## Exercise goal
Find the lines in these entries that include the word "Broadway" and state how many there are, with no other words.

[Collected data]
******************************

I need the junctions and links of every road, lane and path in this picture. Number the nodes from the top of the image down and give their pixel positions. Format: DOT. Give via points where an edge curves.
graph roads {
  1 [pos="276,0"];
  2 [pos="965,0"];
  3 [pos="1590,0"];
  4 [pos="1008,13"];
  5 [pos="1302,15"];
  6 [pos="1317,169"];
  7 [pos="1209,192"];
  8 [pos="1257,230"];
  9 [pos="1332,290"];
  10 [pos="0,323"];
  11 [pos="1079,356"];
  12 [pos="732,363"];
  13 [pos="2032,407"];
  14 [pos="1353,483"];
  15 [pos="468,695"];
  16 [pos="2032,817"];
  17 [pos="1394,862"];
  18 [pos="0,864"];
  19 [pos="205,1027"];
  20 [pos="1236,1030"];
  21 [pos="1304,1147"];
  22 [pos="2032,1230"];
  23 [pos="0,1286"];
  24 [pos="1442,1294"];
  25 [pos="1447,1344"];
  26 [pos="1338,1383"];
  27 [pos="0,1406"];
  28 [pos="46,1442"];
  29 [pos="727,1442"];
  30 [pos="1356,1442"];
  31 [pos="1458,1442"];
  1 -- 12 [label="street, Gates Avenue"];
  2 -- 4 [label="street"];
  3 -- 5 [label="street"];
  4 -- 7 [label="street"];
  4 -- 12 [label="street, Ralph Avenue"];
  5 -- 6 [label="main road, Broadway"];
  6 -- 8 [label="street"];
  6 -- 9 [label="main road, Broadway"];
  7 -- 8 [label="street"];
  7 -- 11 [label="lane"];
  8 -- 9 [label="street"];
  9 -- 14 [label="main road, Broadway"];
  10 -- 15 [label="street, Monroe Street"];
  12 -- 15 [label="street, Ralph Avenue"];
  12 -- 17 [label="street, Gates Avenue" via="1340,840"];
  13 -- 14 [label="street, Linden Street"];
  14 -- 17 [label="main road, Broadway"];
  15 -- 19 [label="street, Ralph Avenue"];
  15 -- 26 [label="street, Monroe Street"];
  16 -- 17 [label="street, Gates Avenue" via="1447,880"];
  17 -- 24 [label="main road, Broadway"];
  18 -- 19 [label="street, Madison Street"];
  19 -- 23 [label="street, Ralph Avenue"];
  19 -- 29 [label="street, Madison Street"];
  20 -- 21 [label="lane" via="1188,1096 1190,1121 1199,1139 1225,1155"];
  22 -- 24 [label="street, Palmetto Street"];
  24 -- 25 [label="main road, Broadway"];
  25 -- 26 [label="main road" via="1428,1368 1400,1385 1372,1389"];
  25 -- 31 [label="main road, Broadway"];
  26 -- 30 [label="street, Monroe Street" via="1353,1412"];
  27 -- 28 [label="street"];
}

******************************

## Exercise result
7